◆ **Supplied entries**:
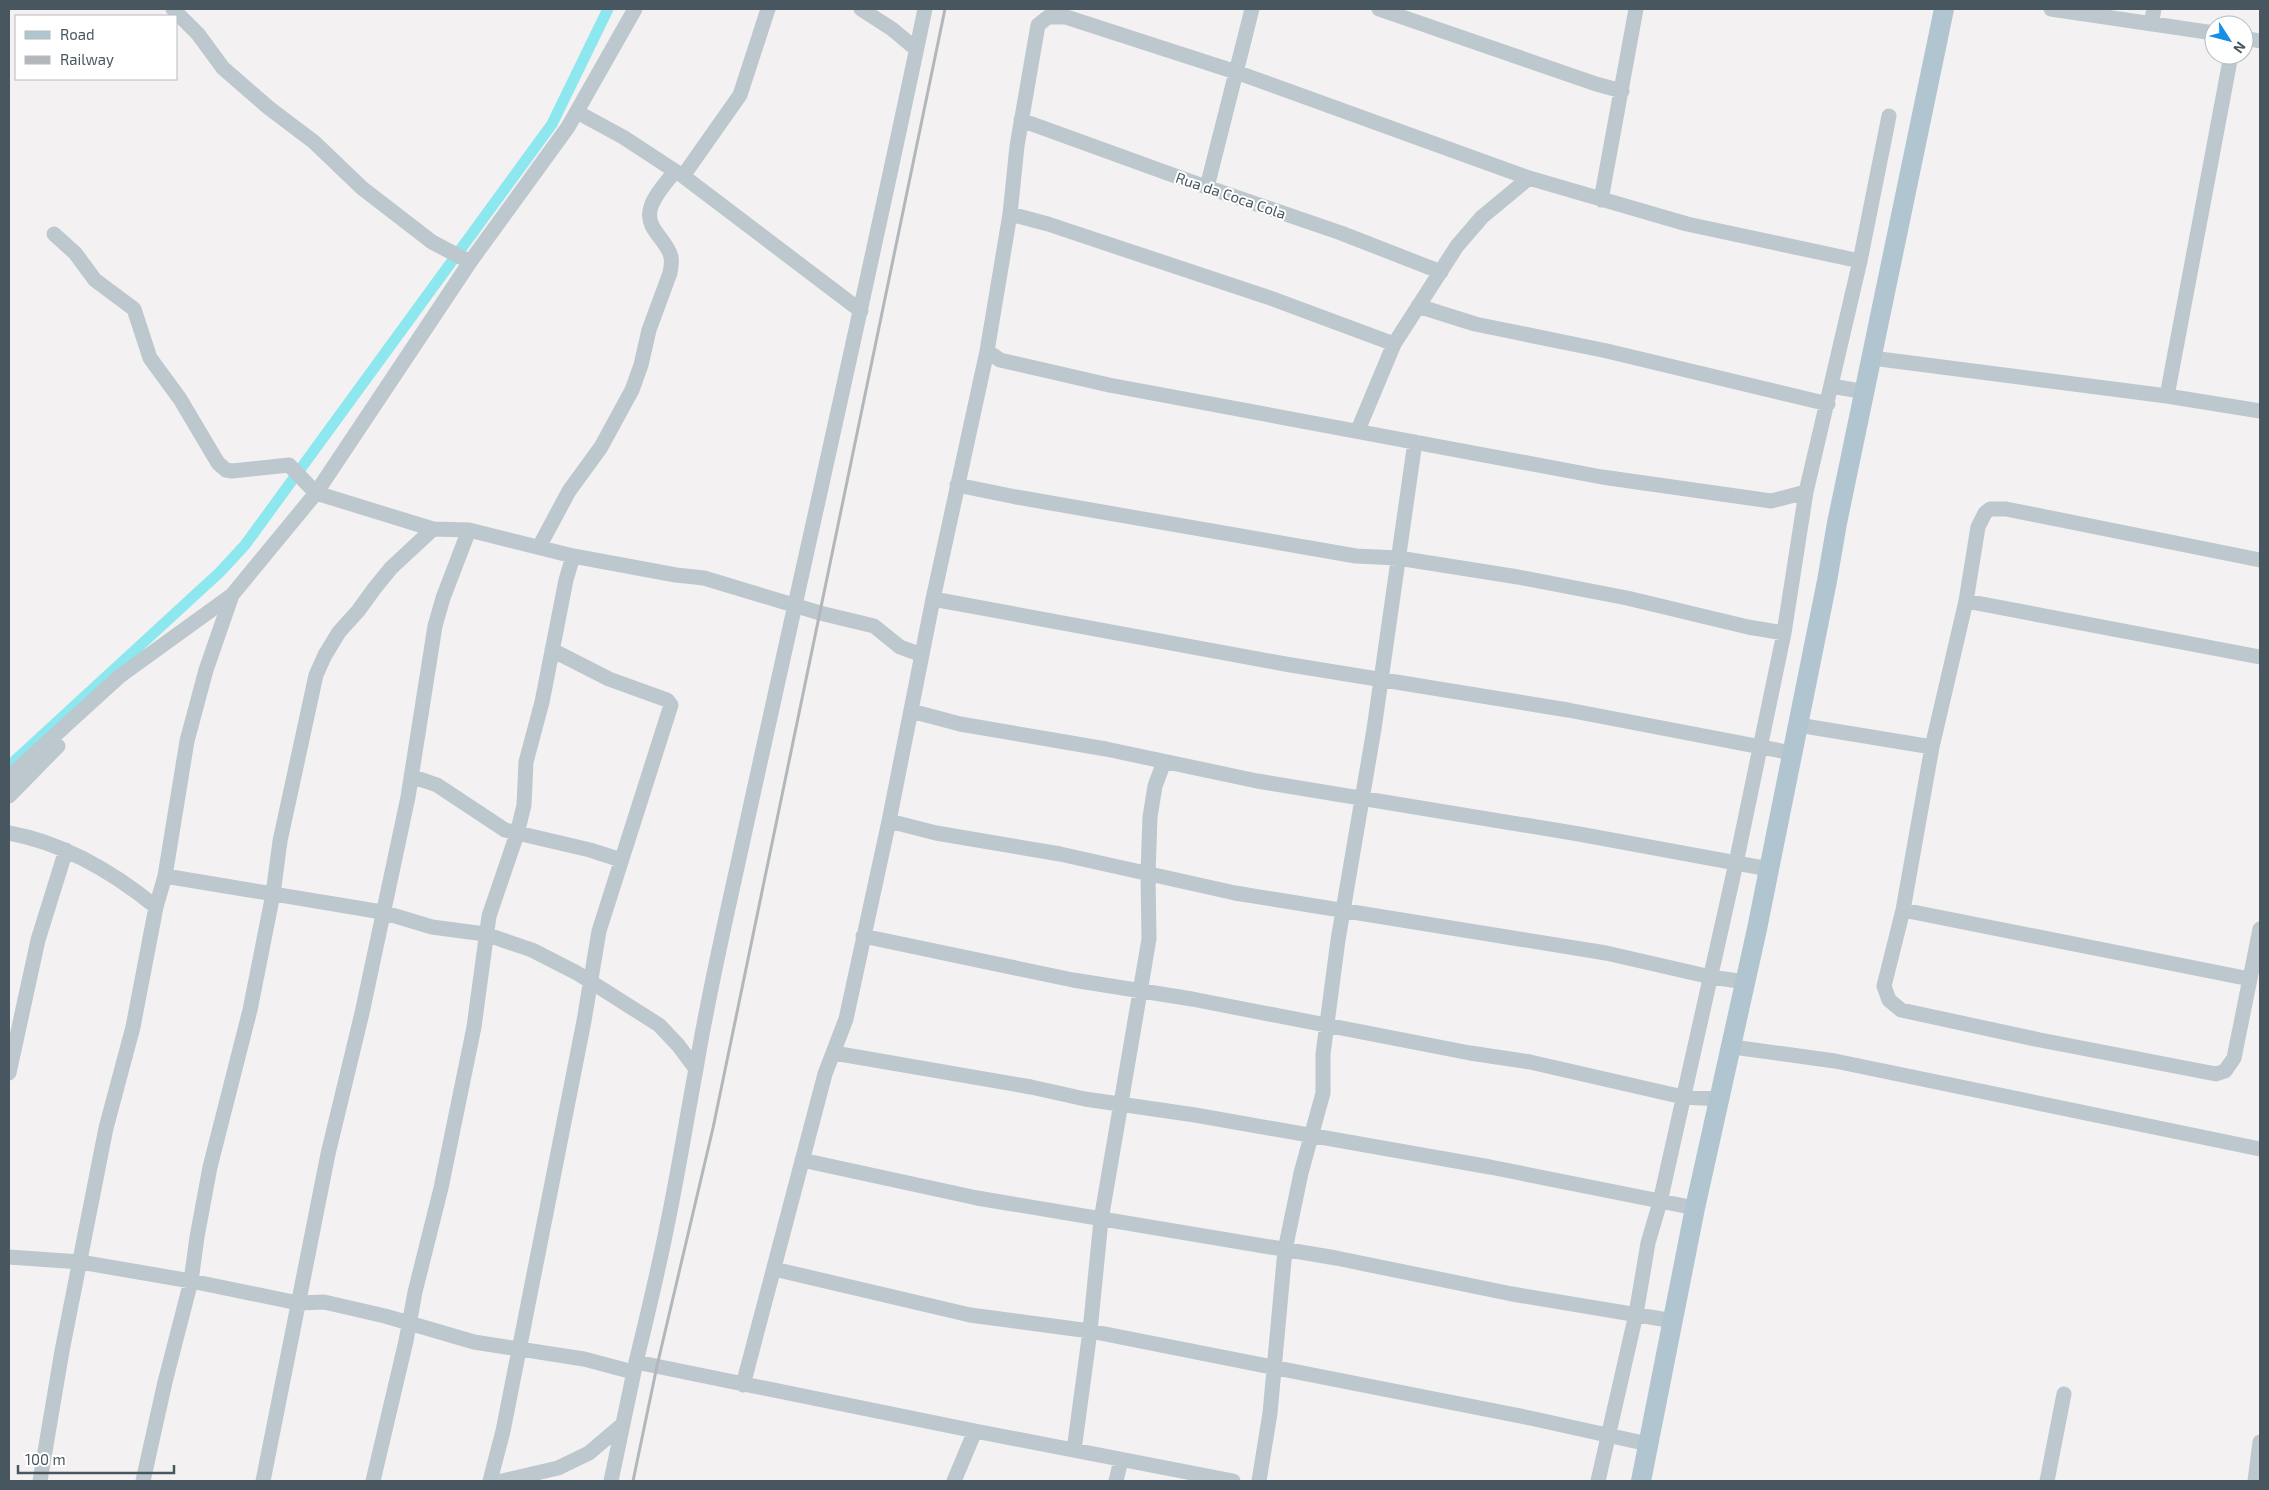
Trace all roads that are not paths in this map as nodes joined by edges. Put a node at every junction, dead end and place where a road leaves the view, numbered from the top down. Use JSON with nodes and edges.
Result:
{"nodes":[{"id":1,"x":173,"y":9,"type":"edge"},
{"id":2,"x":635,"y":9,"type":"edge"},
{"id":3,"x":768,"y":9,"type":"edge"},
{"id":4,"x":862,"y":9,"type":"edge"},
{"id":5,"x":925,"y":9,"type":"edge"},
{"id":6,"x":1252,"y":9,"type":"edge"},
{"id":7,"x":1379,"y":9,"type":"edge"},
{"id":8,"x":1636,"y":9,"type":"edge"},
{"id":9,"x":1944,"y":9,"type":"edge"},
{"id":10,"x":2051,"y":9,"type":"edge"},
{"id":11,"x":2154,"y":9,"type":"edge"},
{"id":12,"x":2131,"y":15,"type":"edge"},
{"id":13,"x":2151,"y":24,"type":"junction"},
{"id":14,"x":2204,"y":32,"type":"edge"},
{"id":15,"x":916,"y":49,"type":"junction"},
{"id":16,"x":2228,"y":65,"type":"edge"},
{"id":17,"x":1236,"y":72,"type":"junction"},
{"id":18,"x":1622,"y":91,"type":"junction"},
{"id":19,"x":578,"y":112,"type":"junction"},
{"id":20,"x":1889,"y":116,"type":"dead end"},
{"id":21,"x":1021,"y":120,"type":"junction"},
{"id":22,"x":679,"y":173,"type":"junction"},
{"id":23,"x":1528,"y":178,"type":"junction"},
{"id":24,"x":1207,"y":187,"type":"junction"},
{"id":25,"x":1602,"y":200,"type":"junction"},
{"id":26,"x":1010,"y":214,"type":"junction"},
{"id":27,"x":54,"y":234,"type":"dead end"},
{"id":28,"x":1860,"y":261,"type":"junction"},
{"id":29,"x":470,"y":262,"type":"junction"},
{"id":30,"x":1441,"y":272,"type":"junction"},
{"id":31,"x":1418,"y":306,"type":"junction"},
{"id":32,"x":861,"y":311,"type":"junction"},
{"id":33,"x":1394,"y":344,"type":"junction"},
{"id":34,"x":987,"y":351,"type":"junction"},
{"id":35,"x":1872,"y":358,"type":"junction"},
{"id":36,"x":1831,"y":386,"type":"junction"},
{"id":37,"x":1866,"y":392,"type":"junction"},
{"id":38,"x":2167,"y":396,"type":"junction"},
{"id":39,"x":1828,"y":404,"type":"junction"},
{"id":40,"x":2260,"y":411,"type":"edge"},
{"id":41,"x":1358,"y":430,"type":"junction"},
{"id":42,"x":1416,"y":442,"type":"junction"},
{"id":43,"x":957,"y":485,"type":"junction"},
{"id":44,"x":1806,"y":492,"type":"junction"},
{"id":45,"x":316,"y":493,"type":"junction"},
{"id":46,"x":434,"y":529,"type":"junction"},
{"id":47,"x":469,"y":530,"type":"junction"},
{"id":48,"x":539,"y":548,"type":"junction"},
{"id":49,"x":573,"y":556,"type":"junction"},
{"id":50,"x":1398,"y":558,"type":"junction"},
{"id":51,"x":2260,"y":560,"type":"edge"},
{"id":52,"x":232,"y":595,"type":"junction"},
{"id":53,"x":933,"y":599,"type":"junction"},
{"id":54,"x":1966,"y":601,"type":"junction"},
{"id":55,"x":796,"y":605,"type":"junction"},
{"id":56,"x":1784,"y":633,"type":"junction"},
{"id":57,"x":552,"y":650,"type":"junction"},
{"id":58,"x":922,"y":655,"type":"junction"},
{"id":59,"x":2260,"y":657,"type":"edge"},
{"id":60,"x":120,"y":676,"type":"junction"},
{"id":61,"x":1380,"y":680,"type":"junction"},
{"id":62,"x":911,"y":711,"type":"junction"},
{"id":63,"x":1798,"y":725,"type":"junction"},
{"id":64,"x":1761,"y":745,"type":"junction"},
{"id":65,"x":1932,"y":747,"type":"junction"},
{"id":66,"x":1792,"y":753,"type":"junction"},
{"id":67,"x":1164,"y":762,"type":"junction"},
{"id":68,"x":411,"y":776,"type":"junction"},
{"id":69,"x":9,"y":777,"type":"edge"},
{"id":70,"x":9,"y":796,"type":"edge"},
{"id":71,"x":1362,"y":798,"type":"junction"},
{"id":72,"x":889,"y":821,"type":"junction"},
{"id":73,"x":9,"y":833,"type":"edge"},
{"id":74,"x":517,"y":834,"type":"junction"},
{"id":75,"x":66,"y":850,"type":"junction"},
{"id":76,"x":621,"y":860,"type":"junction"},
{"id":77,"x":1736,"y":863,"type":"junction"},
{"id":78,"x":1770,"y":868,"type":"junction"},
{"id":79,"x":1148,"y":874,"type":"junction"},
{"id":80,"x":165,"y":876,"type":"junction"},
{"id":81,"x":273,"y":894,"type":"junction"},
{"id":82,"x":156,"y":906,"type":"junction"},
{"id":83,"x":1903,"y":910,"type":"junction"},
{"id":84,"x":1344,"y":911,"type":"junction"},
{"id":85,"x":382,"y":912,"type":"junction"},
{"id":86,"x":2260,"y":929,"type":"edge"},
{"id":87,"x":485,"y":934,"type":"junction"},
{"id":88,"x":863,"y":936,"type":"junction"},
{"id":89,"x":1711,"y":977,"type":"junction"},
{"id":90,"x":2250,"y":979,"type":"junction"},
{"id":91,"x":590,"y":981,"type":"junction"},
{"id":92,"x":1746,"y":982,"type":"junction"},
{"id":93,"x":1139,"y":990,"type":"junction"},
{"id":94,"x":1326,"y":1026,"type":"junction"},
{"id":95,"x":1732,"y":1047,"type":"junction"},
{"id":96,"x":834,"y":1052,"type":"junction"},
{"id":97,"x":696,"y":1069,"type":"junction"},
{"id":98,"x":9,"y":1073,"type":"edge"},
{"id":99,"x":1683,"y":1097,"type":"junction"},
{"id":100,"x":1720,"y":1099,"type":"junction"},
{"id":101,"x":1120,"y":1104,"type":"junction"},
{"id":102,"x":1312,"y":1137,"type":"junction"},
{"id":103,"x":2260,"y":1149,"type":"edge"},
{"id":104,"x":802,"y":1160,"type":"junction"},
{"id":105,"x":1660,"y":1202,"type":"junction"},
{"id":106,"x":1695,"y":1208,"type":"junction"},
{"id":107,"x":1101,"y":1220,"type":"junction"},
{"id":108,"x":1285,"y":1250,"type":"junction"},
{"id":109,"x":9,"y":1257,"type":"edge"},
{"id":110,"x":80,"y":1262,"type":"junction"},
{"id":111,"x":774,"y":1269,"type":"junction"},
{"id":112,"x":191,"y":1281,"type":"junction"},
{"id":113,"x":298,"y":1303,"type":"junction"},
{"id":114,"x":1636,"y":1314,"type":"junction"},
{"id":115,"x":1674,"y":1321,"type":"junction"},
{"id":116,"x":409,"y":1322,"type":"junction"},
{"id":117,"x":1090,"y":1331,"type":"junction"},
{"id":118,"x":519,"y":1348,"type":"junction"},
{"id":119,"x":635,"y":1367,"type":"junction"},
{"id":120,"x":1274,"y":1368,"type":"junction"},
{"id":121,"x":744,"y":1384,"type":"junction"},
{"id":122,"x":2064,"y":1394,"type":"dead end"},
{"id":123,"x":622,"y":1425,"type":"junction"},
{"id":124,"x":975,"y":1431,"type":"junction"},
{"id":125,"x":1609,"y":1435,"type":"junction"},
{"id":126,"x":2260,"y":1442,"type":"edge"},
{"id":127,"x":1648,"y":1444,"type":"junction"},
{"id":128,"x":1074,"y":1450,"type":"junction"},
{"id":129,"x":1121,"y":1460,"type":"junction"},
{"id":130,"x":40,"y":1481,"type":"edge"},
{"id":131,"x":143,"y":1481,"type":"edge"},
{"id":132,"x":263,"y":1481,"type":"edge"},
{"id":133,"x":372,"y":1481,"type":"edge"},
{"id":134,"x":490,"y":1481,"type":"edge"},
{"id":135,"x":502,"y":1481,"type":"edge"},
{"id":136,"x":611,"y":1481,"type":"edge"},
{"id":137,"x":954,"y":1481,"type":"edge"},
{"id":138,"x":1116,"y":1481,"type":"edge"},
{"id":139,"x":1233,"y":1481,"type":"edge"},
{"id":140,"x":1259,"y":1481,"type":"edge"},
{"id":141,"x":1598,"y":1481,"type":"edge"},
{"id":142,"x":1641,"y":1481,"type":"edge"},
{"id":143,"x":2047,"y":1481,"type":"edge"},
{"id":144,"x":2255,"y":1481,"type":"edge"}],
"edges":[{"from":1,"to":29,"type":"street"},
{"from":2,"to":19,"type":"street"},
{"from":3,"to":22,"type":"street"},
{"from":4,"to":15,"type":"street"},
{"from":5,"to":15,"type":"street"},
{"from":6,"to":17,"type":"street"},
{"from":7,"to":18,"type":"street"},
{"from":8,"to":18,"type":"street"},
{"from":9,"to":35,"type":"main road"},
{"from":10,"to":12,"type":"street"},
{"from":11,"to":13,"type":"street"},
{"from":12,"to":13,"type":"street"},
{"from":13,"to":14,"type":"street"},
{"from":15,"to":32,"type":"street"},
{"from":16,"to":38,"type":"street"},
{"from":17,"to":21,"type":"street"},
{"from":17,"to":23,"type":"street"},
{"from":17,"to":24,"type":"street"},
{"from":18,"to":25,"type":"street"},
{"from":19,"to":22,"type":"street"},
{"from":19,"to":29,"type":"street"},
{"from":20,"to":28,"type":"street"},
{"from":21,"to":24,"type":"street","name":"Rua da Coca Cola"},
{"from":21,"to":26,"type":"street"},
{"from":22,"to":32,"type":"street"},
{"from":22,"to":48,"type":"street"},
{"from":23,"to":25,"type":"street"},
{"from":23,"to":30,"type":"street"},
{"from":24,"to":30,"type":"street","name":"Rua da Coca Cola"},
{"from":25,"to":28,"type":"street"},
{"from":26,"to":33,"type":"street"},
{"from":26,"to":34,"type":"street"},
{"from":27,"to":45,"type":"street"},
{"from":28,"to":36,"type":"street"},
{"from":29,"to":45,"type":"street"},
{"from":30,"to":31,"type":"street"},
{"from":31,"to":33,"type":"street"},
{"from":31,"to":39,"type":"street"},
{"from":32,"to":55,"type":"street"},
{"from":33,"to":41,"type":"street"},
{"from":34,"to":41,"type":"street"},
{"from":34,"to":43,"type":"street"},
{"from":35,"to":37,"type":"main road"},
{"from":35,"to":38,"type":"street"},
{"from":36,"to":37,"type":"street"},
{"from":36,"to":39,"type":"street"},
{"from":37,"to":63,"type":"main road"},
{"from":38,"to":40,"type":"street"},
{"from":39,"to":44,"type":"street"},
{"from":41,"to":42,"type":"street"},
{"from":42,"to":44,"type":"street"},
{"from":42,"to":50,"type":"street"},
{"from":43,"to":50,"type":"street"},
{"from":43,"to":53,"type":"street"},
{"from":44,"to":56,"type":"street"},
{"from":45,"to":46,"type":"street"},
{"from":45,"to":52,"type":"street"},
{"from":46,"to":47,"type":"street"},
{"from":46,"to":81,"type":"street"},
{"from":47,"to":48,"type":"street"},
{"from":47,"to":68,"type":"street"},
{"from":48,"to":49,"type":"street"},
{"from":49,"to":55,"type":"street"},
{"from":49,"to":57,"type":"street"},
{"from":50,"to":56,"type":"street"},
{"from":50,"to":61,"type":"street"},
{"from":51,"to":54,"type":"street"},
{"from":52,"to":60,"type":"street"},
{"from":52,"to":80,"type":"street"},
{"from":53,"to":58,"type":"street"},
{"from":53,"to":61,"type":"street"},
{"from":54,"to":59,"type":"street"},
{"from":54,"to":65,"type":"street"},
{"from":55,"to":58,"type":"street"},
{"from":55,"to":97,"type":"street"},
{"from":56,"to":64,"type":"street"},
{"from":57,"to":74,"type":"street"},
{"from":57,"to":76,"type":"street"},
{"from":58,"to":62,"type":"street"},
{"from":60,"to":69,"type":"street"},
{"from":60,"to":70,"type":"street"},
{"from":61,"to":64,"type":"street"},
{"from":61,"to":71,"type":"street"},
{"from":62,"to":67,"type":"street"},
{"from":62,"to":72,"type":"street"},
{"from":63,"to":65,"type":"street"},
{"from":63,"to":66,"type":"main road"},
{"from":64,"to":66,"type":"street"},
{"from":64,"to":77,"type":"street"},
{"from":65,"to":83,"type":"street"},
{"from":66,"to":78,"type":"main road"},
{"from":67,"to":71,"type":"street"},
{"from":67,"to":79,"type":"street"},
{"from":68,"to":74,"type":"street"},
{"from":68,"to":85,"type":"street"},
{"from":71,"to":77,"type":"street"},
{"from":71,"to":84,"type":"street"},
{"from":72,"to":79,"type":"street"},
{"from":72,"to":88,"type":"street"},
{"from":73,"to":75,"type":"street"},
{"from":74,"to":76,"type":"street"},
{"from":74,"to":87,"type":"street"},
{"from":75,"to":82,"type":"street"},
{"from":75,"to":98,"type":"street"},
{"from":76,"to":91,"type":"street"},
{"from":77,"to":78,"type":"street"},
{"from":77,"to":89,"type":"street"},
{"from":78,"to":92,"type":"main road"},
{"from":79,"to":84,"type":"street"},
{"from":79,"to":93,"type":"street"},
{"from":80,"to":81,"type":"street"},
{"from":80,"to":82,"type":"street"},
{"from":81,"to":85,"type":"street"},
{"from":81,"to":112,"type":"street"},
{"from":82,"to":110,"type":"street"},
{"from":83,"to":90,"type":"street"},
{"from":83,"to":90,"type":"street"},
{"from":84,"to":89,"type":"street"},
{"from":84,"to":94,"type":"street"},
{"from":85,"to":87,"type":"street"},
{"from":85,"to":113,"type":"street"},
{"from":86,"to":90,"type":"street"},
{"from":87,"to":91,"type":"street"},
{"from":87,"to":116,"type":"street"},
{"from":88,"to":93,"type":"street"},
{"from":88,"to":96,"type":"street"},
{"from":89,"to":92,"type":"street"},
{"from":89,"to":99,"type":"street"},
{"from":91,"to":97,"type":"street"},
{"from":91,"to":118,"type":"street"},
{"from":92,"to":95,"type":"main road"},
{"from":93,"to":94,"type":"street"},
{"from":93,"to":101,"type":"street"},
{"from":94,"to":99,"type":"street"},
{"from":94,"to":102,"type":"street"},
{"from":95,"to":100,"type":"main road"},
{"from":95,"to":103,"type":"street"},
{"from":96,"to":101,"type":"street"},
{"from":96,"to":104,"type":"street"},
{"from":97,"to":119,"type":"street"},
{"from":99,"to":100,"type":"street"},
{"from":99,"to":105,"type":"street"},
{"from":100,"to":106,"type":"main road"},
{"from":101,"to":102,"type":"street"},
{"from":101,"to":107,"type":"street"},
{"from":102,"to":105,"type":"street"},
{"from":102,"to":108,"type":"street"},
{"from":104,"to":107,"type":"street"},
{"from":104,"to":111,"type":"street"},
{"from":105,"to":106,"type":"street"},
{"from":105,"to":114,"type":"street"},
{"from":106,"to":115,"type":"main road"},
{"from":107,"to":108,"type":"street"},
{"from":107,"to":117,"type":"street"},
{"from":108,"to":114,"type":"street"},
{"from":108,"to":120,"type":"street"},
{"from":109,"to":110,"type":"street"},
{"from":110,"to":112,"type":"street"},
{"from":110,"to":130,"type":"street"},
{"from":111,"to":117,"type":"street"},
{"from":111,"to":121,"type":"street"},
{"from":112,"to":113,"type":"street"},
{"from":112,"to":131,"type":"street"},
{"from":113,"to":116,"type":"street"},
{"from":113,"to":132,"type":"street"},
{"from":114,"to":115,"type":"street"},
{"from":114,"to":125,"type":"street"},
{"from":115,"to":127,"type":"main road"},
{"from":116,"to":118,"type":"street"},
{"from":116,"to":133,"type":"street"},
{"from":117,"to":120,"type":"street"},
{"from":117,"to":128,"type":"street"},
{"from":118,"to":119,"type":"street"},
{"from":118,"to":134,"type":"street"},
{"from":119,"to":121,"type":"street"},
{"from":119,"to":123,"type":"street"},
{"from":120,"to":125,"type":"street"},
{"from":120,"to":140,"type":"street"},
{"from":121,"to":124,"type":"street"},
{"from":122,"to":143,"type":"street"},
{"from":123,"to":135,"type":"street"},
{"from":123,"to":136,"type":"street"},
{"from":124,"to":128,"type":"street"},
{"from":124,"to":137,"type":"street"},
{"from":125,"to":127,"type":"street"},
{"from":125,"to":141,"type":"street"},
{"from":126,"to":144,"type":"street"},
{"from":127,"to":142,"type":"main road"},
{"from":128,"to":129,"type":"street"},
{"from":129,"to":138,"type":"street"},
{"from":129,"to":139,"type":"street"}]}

◆ **Assignment**: Each line in the listing above that includes "name" is to be copied.

◆ **Result of the exercise**:
{"from":21,"to":24,"type":"street","name":"Rua da Coca Cola"},
{"from":24,"to":30,"type":"street","name":"Rua da Coca Cola"},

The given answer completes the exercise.